◆ Work order ◆
For each line below that contains the word "Left", return that line.

◆ Exercise data ◆
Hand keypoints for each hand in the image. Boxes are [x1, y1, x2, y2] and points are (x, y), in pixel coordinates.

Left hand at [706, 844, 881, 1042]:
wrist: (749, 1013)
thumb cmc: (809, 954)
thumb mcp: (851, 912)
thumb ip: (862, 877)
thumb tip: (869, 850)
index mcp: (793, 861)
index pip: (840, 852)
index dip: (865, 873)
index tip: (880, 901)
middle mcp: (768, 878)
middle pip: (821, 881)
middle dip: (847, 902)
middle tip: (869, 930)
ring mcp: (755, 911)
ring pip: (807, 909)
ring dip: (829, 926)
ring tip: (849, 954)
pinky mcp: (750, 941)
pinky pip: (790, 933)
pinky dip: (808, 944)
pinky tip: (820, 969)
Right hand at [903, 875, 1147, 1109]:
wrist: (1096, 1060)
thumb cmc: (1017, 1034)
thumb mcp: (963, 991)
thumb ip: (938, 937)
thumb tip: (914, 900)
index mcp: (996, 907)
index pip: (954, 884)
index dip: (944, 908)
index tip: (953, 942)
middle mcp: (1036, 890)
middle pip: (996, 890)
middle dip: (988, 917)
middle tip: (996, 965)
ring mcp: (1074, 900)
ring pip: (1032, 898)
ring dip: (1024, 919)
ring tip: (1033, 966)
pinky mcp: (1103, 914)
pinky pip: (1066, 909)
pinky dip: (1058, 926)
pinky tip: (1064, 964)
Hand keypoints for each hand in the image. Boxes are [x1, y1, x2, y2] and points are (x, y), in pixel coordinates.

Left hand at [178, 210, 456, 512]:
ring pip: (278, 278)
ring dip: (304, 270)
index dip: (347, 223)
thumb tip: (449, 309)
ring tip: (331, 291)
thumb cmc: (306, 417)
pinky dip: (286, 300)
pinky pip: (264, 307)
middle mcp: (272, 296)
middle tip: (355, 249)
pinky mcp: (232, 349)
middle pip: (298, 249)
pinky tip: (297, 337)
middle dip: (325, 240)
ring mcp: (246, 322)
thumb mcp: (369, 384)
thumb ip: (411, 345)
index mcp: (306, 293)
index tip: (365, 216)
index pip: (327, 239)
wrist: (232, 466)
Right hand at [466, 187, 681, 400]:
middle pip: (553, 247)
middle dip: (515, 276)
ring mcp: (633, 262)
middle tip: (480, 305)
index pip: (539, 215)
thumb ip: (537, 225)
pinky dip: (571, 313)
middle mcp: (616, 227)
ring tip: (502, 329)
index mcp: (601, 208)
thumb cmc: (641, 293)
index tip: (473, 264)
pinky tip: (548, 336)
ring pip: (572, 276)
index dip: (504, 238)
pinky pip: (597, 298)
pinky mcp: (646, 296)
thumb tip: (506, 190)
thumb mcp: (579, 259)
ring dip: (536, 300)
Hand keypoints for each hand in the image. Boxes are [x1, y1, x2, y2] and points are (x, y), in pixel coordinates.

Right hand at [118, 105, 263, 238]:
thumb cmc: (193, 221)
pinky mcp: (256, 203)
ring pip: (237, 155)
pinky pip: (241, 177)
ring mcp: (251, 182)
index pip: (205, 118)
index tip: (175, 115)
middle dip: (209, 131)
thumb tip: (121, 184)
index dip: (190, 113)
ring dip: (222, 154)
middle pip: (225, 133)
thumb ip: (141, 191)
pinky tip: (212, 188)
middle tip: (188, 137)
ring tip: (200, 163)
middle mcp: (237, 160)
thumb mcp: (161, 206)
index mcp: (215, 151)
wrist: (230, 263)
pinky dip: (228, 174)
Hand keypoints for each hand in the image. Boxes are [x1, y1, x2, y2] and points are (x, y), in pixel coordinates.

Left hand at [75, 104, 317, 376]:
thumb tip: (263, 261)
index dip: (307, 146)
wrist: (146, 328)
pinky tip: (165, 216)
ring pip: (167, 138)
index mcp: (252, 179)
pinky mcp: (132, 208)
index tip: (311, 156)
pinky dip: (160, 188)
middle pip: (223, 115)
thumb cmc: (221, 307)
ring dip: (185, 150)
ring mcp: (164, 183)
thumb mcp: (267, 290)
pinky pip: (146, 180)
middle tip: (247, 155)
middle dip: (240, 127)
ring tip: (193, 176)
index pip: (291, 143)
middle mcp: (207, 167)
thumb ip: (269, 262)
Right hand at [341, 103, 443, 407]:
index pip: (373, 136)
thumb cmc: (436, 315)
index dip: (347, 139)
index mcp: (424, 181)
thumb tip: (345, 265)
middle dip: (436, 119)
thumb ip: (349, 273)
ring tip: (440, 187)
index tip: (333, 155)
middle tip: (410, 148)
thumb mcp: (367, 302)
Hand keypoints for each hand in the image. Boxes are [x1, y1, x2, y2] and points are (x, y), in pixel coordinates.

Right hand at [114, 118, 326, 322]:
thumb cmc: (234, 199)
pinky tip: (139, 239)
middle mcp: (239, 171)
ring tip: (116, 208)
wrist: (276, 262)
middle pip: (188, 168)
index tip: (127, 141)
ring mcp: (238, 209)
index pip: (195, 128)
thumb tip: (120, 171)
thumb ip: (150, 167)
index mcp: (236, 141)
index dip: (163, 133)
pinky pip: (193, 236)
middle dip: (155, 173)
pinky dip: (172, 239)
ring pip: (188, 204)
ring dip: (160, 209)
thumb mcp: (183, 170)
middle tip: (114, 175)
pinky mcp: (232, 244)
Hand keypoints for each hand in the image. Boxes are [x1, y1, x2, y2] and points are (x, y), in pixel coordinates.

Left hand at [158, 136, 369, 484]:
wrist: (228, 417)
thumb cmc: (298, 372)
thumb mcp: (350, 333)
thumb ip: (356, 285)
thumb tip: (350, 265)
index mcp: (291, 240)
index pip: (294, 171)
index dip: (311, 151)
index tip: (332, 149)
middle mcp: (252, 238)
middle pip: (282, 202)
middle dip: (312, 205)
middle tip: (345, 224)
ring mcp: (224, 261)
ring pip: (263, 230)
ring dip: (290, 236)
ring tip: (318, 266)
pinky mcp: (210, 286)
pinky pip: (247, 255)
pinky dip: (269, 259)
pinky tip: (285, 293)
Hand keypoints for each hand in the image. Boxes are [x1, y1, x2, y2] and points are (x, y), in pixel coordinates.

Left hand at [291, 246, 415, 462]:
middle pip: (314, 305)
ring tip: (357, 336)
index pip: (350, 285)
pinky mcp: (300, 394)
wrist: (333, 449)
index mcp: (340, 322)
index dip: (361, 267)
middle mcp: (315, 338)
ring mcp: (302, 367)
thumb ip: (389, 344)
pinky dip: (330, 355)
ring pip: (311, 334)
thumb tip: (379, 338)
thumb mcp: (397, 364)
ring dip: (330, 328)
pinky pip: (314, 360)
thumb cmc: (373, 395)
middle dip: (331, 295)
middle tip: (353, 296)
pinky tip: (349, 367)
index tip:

◆ Reply ◆
Left hand at [706, 844, 881, 1042]:
Left hand at [178, 210, 456, 512]:
Left hand at [75, 104, 317, 376]:
Left hand at [158, 136, 369, 484]:
Left hand at [291, 246, 415, 462]:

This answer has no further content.